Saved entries
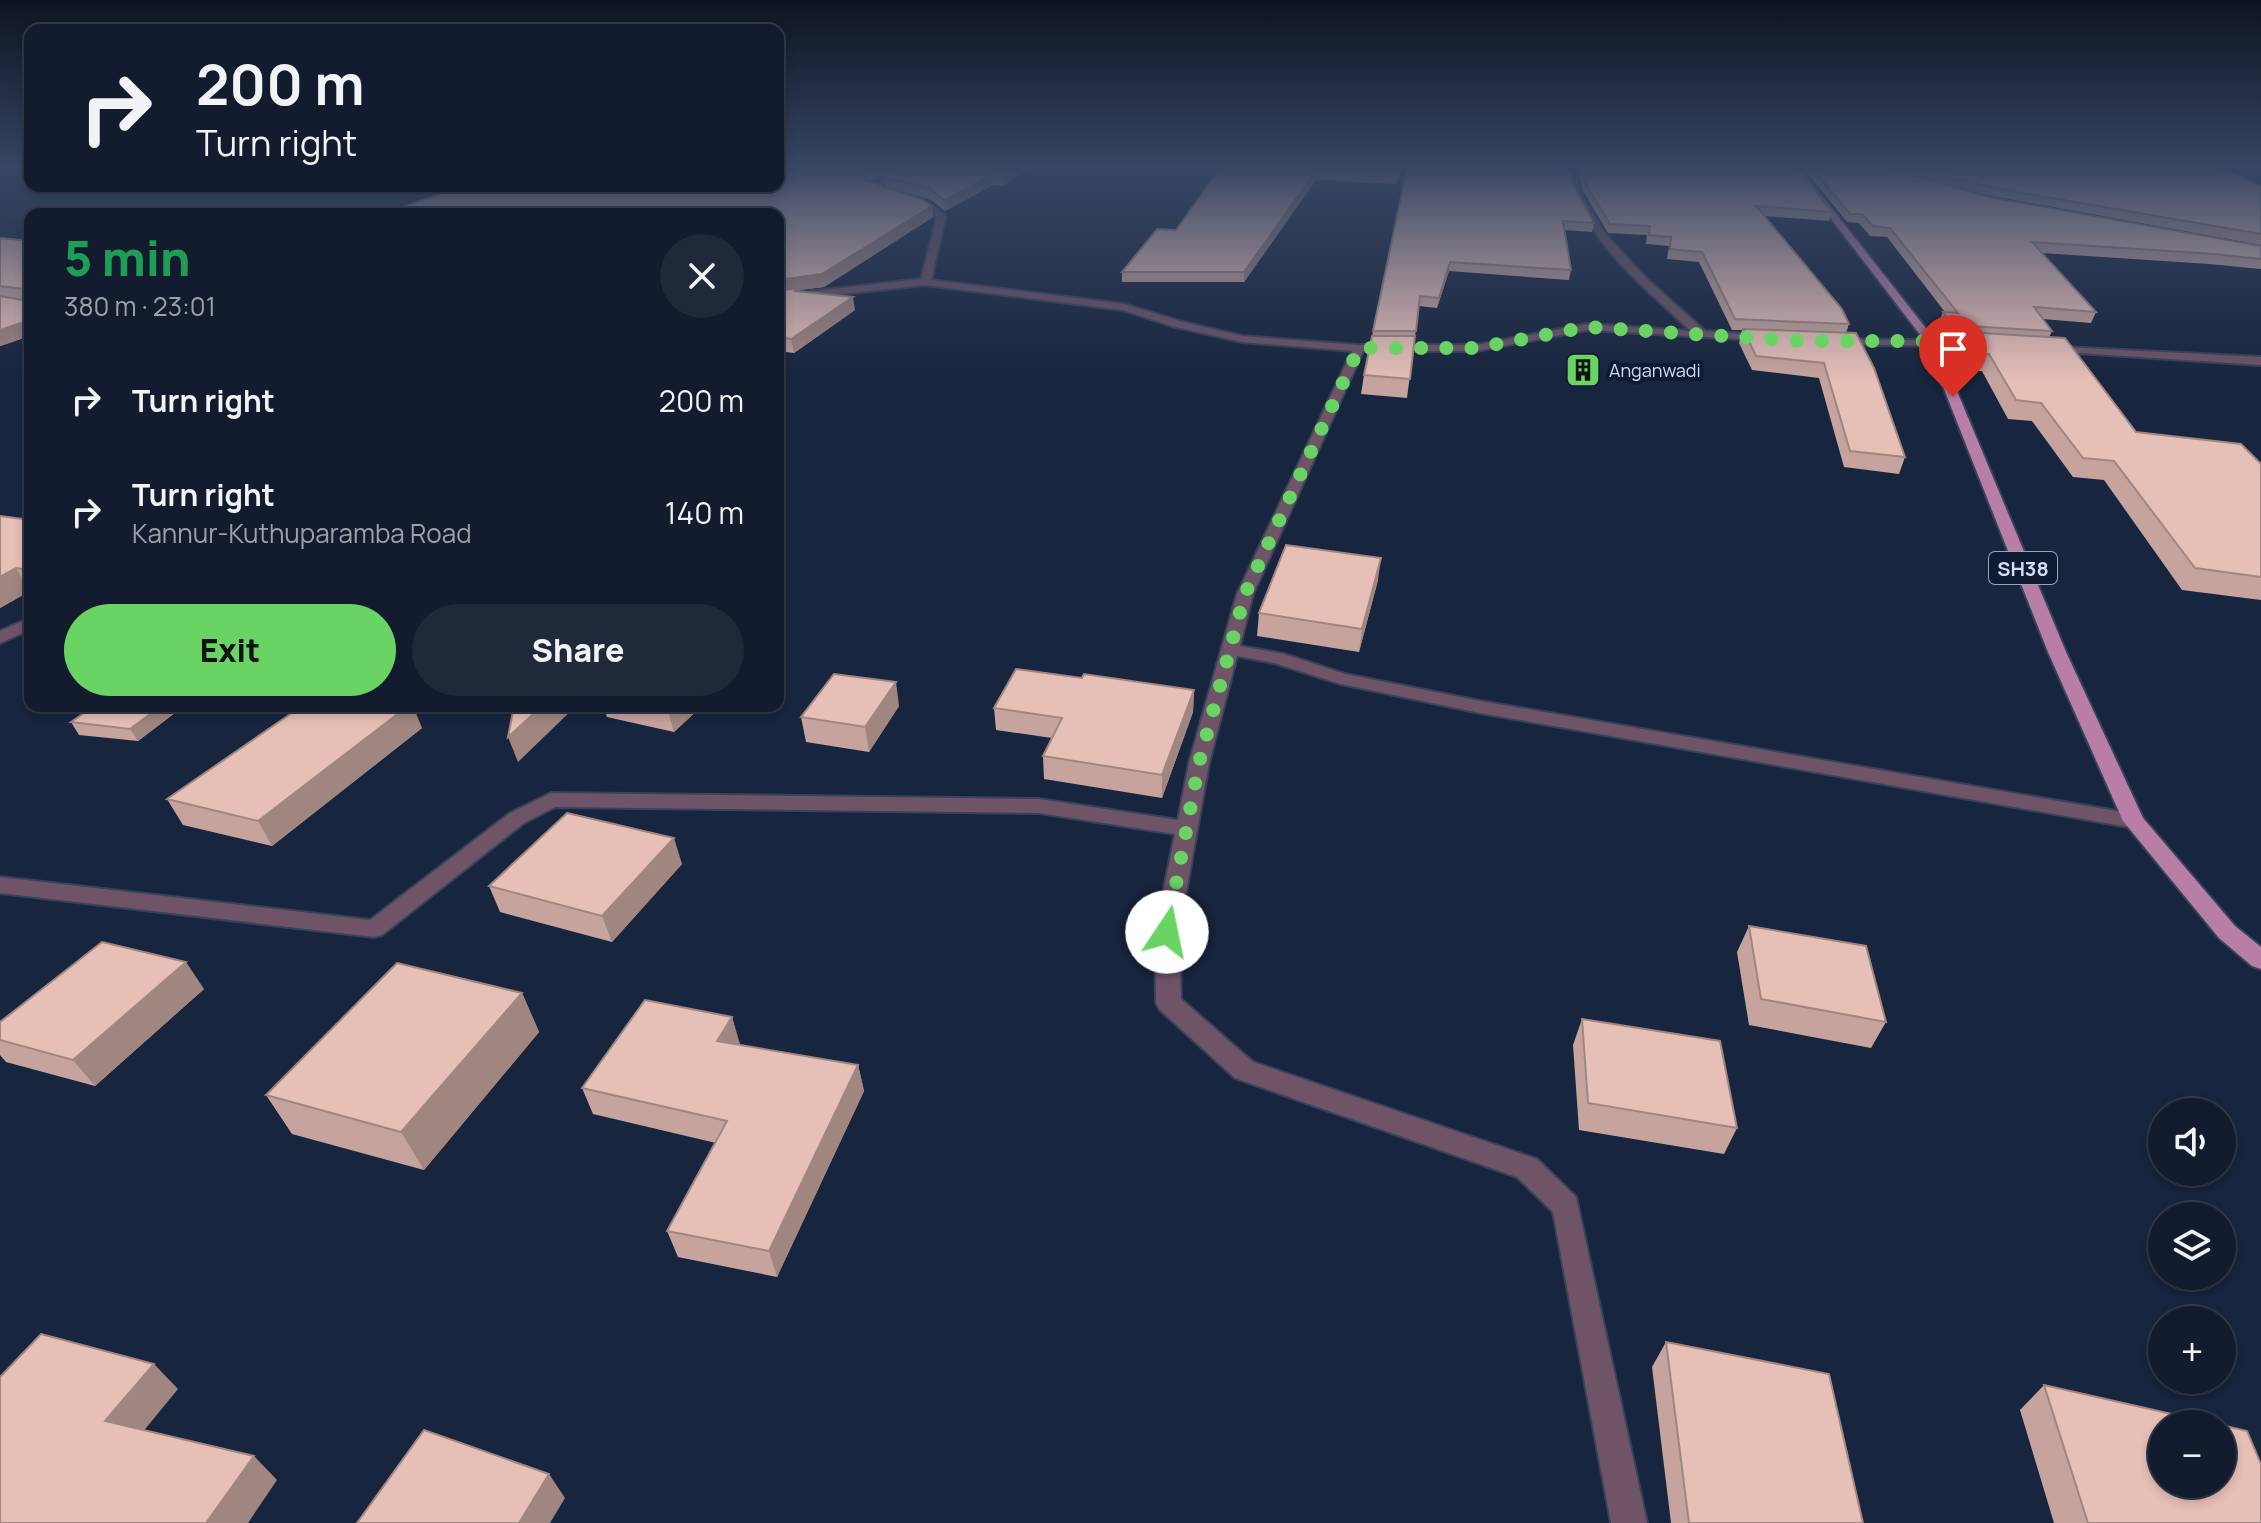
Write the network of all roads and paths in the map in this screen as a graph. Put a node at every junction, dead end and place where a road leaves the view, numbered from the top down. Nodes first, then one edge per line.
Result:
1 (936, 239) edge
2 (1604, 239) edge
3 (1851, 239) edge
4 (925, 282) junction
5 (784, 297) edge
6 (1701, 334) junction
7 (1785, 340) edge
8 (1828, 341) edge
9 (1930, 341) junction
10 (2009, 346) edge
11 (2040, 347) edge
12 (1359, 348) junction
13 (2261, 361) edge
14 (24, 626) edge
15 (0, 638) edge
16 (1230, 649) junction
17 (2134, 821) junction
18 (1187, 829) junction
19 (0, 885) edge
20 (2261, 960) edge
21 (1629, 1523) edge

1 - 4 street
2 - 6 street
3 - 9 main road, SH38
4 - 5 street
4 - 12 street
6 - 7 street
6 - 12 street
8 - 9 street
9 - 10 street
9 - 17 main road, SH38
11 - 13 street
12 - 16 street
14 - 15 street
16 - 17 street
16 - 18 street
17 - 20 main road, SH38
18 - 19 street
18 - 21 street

**Work instructions**: Hand back the records above exactly as they are, pictures excluded.

**Solution for this task**:
Write the network of all roads and paths in the map in this screen as a graph. Put a node at every junction, dead end and place where a road leaves the view, numbered from the top down. Nodes first, then one edge per line.
Result:
1 (936, 239) edge
2 (1604, 239) edge
3 (1851, 239) edge
4 (925, 282) junction
5 (784, 297) edge
6 (1701, 334) junction
7 (1785, 340) edge
8 (1828, 341) edge
9 (1930, 341) junction
10 (2009, 346) edge
11 (2040, 347) edge
12 (1359, 348) junction
13 (2261, 361) edge
14 (24, 626) edge
15 (0, 638) edge
16 (1230, 649) junction
17 (2134, 821) junction
18 (1187, 829) junction
19 (0, 885) edge
20 (2261, 960) edge
21 (1629, 1523) edge

1 - 4 street
2 - 6 street
3 - 9 main road, SH38
4 - 5 street
4 - 12 street
6 - 7 street
6 - 12 street
8 - 9 street
9 - 10 street
9 - 17 main road, SH38
11 - 13 street
12 - 16 street
14 - 15 street
16 - 17 street
16 - 18 street
17 - 20 main road, SH38
18 - 19 street
18 - 21 street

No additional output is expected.